You may have noticed through the article that when we have been sharing data on the cappuccino that the serving size is smaller than the frappuccino.

This is because cappuccinos generally come in 6 oz servings. With this being said, the smallest you can get them at Starbucks is 8 oz (Short) with the option to go all the way to 20 oz if you like.

Frappuccinos on the other hand, have a standard serving size of 16oz (Grande) but as this is a Starbucks drink you can choose between their usual serving sizes of 8 oz upto 20 oz.

The bottom line is, a typical cappuccino will be much smaller than a typical frappuccino (around half the size).

7. Drink Variations

As mentioned earlier in the article, one big difference between the two drinks is the variations.

While the ingredients of the cappuccino can’t technically be changed, it’s actually possible to get a couple of variations.

Here are the variations to the standard cappuccino:

  • Wet Cappuccino
  • Dry Cappuccino
  • Iced Cappuccino

A wet cappuccino is basically a variation where you sacrifice the foam on top for more steamed milk.

A dry cappuccino works the opposite way, where you decrease the amount of steamed milk in order to accommodate more microfoam.

The iced cappuccino is actually the same recipe as the original but obviously iced with cold frothed milk.

Frappuccinos have many more variations to them and you can even customize each variation further to make it unique and personal to you, basically the possibilities are endless.

Here’s a list of the frappuccino variations:

  • Espresso 
  • Java Chip
  • Mocha 
  • Caffe Vanilla 
  • Coffee 
  • Mocha Cookie Crumble 
  • White Choc Mocha 
  • Caramel 
  • Caramel Ribbon Crunch 
  • Strawberry Funnel Cake 
  • Matcha Green Tea Creme 
  • Chai Creme 
  • Double Chocolaty Chip Creme 
  • Chocolate Cookie Crumble Creme 
  • Caramel Ribbon Crunch Creme 
  • Strawberry 
  • Vanilla Bean Creme 
  • White Chocolate Creme

8. Where They Are Available

My Daughter Enjoying Her Frappuccino at Starbucks

The main difference here is that the frappuccino is trademarked by Starbucks and therefore the only place you can pick one up is from a Starbucks store.

The cappuccino is available at Starbucks but it’s also available at just about every single coffee shop in the US and in most countries throughout the world and especially Europe.

Have you ever been curious what country drinks the most coffee? 

Well, we have done countless hours of research and created an article that shares the Countries that consume the most coffee (and the results will surprise you)

You can see the results at our What Country Drinks The Most Coffee article here…

Origins Of The Cappuccino

As for the origins of the cappuccino, it can be traced back all the way to 16th-century Italy.

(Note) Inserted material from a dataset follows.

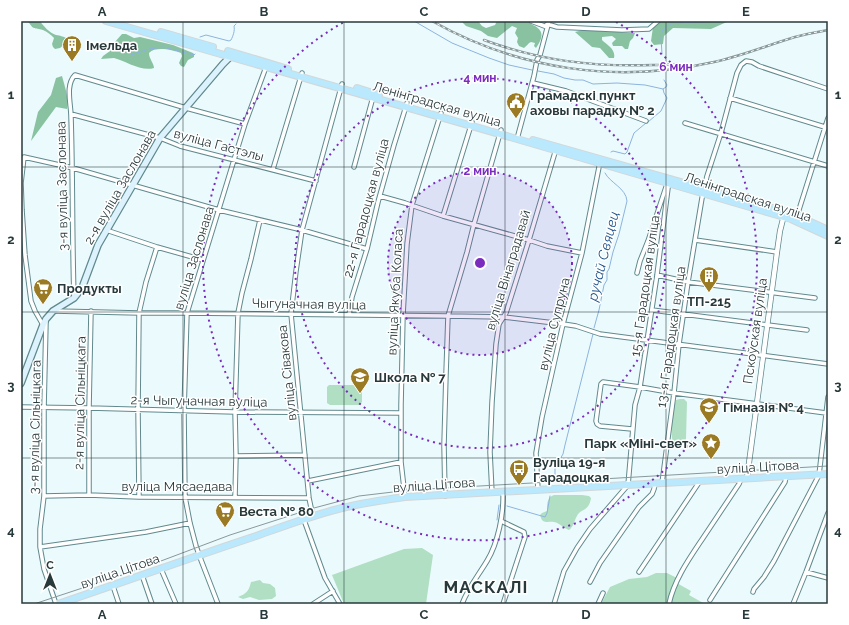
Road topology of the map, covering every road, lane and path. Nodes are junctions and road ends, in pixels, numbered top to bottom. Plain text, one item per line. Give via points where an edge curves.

It takes its name from the “Capuchin Friars” who were basically brown-robed monks based in Italy.

There were noticeable similarities between the colors of the Capuchin Friar’s robes and the color of this new coffee and milk-based drink that was becoming popular around the streets of Italy.

Eventually, the drink was named the cappuccino after the Capuchin Friers robes and the name has followed it around the globe ever since.

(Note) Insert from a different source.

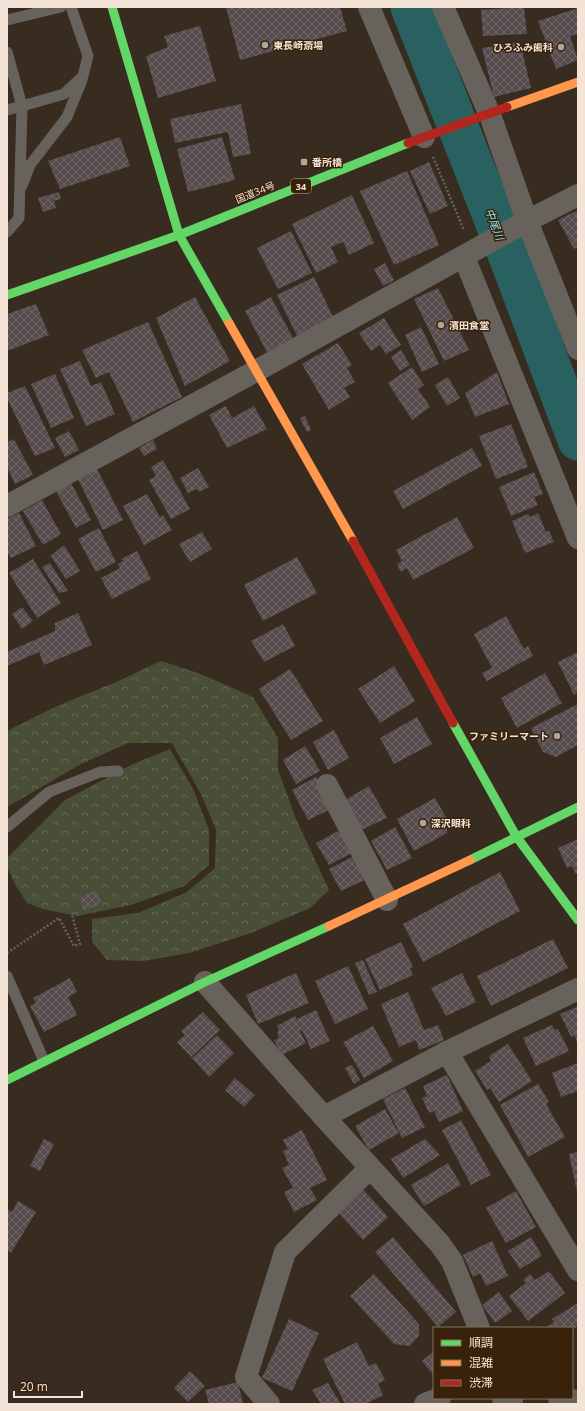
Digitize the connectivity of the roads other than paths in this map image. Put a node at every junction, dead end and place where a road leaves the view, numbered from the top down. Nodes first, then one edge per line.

Interestingly enough, the cappuccino didn’t make its way to the US until around 1980 but is now a staple on coffee menus around the Country.

If you want to learn all about the history of coffee then head over to our new guide that covers the history of coffee from its origins through to the present day…

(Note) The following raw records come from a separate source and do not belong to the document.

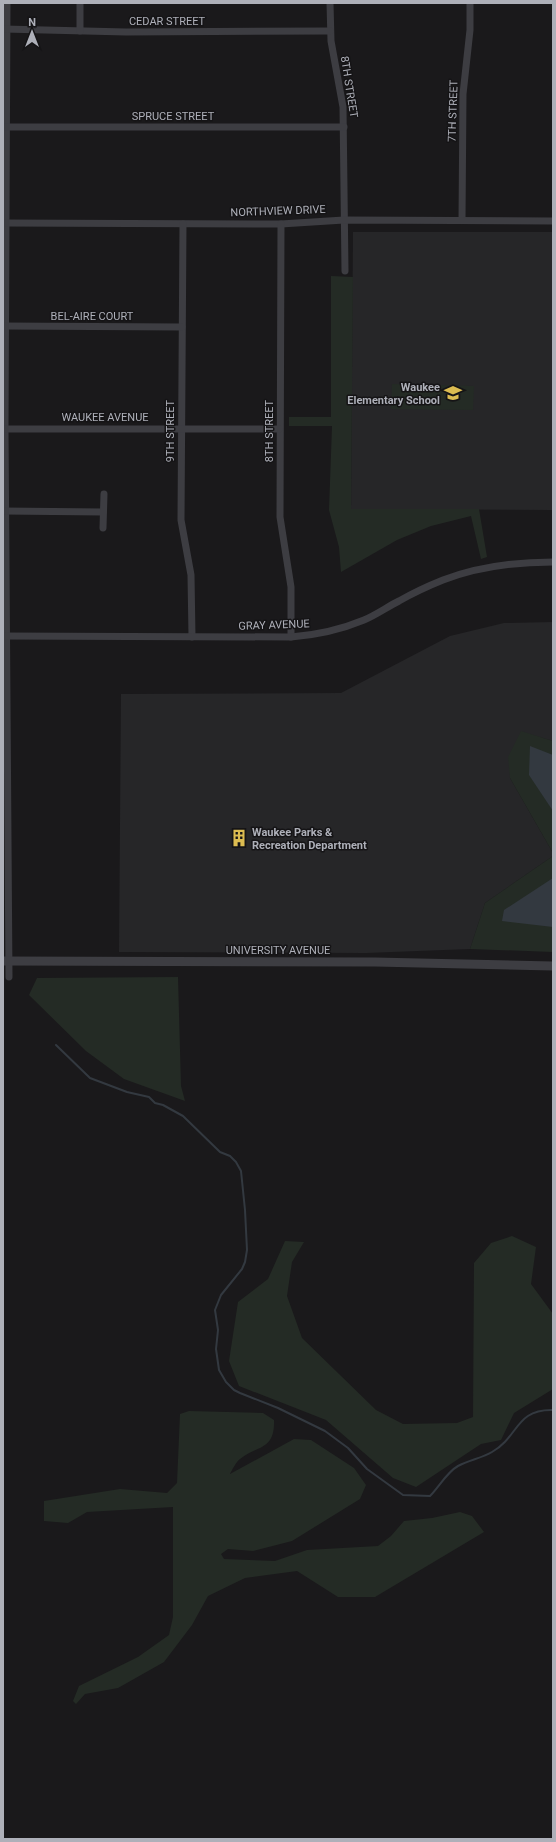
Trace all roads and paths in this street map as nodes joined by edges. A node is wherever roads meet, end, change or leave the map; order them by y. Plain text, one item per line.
1 (7, 3) edge
2 (80, 3) edge
3 (330, 3) edge
4 (470, 3) edge
5 (5, 29) edge
6 (80, 31) junction
7 (330, 32) junction
8 (5, 127) edge
9 (344, 127) junction
10 (344, 220) junction
11 (462, 220) junction
12 (553, 221) edge
13 (4, 224) edge
14 (183, 224) junction
15 (281, 224) junction
16 (345, 271) dead end
17 (182, 326) junction
18 (5, 327) edge
19 (181, 428) junction
20 (4, 429) edge
21 (280, 429) junction
22 (104, 494) dead end
23 (4, 511) edge
24 (103, 512) junction
25 (104, 528) dead end
26 (553, 562) edge
27 (4, 637) edge
28 (192, 637) junction
29 (291, 637) junction
30 (5, 733) edge
31 (6, 961) edge
32 (553, 966) edge
33 (8, 977) dead end

1 - 5 street
2 - 6 street
3 - 7 street, 8TH STREET
4 - 11 street, 7TH STREET
5 - 6 street, CEDAR STREET
5 - 8 street
6 - 7 street, CEDAR STREET
7 - 9 street, 8TH STREET
8 - 9 street, SPRUCE STREET
8 - 13 street
9 - 10 street, 8TH STREET
10 - 11 street, NORTHVIEW DRIVE
10 - 15 street, NORTHVIEW DRIVE
10 - 16 street, 8TH STREET
11 - 12 street, NORTHVIEW DRIVE
13 - 14 street, NORTHVIEW DRIVE
13 - 18 street
14 - 15 street, NORTHVIEW DRIVE
14 - 17 street, 9TH STREET
15 - 21 street, 8TH STREET
17 - 18 street, BEL-AIRE COURT
17 - 19 street, 9TH STREET
18 - 20 street
19 - 20 street, WAUKEE AVENUE
19 - 21 street, WAUKEE AVENUE
19 - 28 street, 9TH STREET
20 - 23 street
21 - 29 street, 8TH STREET
22 - 24 street
23 - 24 street
23 - 27 street
24 - 25 street
26 - 29 street, GRAY AVENUE
27 - 28 street, GRAY AVENUE
27 - 30 street
28 - 29 street, GRAY AVENUE
30 - 31 street
31 - 32 street, UNIVERSITY AVENUE
31 - 33 street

Origins Of The Frappuccino

Its history is much shorter than the cappuccino but equally as interesting.

The frappuccino wasn’t actually invented by Starbucks even though they hold the trademark for it.

It was originally created by a guy named Andrew Frank who worked for the Coffee Connection company. 

The Coffee Connection was bought out by Starbucks in 1994 and they inherited all rights to the frappuccino name and all marketing rights.

Once Starbucks purchased the license to the frappuccino they altered the recipe and resold it under their Starbucks name in 1995 where it’s been a hit ever since.


Cappuccinos and frappuccinos are both amazing drinks in their own right, however, they don’t really bare any relation to each other.

While one drink uses very few ingredients and is very traditional in its makeup, the other is fashionable and trendy and offers lots of customization options.